KR101618469B1 - Lensless led package comprisng a rare earth metal oxide particles - Google Patents

Abstract

The present invention relates to a lensless LED package including rare earth metal oxide particles. More specifically, the LED package comprises: an LED chip; and an LED encapsulant which includes a compound represented by Chem. 1 in polymer resin by 30 weight% or less with respect to the entire weight of the encapsulant. The present invention has an advantage of adjusting the optical orientation angle without a separate lens. The Chem. 1 is M_a(OH)_b(CO_3)_cO_d, where the M is Sc, Y, La, Al, Lu, Ga, Zn, V, Zr, Ca, Sr, Ba, Sn, Mn, Bi, or Ac. The a is 1 or 2. The b is 0 to 2. The c is 0 to 3. The d is 0 to 3. But both b and c are not 0.

Description

[0001] The present invention relates to a lensless LED package including a rare earth metal oxide particle,

The present invention relates to an LED package that does not require a lens containing rare earth metal oxide particles.

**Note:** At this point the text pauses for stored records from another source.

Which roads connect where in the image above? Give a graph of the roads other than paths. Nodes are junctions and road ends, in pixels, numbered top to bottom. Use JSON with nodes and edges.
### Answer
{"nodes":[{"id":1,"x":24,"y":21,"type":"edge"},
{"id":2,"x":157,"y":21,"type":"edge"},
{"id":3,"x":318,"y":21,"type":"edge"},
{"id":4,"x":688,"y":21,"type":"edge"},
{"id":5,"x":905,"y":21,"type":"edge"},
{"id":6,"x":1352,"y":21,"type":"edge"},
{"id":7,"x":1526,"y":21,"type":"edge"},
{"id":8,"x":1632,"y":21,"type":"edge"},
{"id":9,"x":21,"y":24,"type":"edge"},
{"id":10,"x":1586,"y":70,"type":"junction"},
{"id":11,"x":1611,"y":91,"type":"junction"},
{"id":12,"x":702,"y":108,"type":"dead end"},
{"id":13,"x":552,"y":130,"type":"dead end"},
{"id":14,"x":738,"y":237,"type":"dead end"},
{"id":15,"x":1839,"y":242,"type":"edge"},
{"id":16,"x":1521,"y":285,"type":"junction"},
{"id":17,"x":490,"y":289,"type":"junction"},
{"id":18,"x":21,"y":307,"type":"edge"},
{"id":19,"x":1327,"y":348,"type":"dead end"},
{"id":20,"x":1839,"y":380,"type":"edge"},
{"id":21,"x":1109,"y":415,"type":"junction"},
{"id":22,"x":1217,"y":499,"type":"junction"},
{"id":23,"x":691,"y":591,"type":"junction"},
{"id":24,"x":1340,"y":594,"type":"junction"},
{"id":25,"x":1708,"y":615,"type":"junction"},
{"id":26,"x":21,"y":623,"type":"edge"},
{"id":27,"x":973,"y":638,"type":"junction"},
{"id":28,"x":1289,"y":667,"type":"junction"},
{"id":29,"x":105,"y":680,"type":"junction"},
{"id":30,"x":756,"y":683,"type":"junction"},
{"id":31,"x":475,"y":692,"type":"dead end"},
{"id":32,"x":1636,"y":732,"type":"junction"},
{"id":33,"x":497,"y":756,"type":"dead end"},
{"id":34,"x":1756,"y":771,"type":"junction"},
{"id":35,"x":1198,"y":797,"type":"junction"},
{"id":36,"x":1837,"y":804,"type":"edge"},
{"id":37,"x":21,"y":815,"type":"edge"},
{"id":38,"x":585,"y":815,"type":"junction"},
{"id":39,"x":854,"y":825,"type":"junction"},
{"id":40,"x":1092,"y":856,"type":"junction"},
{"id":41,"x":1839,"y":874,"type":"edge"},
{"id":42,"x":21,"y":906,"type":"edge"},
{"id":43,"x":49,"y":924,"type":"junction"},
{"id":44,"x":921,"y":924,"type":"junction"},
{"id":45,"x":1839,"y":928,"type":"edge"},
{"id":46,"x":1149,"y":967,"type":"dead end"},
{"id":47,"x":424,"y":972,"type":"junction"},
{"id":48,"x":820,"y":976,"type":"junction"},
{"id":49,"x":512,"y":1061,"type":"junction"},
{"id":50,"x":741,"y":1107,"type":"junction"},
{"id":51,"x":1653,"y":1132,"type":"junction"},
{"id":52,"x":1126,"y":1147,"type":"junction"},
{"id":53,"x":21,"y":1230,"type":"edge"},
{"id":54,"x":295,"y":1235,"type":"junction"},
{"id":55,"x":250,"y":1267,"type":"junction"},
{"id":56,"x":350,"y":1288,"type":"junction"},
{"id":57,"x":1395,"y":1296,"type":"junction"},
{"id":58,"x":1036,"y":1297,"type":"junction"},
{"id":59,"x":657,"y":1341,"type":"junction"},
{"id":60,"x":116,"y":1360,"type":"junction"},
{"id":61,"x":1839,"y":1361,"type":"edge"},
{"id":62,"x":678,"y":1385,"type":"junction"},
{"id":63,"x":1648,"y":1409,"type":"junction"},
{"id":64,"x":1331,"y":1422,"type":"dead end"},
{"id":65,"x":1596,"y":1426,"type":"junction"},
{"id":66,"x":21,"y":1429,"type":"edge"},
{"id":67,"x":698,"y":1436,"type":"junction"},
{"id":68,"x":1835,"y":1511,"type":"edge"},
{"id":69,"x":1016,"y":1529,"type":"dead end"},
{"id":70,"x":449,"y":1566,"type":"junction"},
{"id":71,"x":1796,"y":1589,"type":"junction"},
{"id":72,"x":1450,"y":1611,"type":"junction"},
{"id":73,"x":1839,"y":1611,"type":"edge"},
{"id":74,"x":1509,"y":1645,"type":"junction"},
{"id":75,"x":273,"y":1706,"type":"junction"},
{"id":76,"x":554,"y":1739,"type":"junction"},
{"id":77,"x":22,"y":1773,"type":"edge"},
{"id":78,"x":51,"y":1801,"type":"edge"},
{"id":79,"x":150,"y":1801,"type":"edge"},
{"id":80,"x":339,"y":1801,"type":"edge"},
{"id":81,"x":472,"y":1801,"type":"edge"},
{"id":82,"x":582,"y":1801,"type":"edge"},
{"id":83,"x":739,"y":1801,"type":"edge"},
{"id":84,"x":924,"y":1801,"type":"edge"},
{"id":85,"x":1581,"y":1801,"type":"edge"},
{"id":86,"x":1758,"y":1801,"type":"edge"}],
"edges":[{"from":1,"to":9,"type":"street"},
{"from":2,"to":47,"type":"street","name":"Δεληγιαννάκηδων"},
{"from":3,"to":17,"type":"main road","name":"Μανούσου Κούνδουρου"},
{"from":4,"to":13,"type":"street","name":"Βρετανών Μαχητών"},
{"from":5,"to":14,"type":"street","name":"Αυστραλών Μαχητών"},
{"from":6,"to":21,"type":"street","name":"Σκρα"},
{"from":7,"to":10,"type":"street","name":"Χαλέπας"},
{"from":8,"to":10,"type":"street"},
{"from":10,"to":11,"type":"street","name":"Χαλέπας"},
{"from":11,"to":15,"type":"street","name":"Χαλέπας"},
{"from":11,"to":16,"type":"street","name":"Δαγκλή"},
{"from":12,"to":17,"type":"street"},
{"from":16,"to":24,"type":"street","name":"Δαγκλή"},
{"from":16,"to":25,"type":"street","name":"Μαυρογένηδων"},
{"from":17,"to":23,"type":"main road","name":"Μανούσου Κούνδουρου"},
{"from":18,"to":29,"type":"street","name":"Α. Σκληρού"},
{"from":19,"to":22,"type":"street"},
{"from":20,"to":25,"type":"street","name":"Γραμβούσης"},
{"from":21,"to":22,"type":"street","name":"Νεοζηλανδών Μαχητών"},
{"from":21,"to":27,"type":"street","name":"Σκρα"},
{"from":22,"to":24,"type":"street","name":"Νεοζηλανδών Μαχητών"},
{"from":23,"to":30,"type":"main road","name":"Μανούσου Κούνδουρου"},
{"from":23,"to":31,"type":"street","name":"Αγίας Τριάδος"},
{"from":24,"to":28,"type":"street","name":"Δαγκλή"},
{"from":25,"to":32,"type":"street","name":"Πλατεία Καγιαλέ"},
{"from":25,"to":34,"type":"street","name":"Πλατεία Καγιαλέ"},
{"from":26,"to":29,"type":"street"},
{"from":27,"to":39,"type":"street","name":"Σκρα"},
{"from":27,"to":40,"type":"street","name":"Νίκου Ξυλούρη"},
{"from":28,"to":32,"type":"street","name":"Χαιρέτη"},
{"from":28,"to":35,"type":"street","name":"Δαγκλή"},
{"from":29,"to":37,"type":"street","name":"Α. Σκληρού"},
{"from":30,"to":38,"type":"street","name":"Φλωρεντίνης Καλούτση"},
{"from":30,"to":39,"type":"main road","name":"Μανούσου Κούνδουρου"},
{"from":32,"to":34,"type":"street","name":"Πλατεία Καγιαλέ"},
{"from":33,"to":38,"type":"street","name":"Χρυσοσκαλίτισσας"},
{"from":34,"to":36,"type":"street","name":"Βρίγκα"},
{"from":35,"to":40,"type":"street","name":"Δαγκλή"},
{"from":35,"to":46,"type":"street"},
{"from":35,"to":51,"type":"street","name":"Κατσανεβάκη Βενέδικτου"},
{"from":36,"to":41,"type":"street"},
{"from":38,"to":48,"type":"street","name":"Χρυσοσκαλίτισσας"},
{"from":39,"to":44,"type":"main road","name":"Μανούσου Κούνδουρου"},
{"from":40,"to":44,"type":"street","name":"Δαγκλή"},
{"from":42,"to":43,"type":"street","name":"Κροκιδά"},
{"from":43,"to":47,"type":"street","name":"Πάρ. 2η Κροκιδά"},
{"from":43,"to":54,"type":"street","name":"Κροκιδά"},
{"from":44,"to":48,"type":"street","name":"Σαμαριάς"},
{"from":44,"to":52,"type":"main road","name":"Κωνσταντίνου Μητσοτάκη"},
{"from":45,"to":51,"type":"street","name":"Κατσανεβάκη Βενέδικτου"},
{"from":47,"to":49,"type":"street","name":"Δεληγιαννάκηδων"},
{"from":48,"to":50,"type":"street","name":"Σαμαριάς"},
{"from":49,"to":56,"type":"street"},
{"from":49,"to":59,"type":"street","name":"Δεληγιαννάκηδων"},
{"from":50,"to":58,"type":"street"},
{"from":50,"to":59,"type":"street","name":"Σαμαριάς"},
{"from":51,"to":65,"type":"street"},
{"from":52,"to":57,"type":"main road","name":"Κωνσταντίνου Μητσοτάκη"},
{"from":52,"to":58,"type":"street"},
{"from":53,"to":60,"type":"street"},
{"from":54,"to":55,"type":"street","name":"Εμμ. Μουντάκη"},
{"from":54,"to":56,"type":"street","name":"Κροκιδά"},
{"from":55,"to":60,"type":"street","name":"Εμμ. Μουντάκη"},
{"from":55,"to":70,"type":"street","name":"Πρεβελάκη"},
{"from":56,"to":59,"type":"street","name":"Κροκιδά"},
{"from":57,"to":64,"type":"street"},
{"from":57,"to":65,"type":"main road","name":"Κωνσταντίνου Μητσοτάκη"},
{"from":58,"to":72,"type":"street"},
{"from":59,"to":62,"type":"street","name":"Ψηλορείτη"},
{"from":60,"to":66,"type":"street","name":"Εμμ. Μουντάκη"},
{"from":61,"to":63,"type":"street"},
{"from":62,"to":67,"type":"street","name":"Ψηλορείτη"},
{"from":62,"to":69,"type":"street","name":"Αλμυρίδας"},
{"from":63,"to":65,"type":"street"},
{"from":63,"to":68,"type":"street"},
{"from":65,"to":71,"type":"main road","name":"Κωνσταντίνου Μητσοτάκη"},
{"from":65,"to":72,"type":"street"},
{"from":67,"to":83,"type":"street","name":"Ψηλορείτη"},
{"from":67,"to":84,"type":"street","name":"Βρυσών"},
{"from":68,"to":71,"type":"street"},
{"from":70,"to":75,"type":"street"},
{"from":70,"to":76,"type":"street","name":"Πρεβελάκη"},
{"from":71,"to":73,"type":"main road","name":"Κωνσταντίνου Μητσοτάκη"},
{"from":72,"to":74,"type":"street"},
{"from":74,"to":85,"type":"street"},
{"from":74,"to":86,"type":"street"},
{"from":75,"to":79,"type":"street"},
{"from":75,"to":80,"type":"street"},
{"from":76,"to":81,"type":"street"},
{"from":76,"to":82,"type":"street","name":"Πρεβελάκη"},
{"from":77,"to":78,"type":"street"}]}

Generally, the lighting lamps are classified into various kinds such as street lamps, tunnels, crosswalk, security, and the like depending on the installed place, and it is necessary to be provided so as to have an appropriate light distribution according to the lighting use in each place. For example, a streetlight installed in the center lane of a road must be installed so that light emitted from a light source such as an illuminating light is dispersed downward so as to illuminate all the road surfaces of both lanes with a brightness of a certain level or more. The streetlight installed near the road should be installed so that the light emitted from the light source is directed downward in the direction of delivery in order to illuminate the light relatively brightly on the roadway and relatively light on the roadway.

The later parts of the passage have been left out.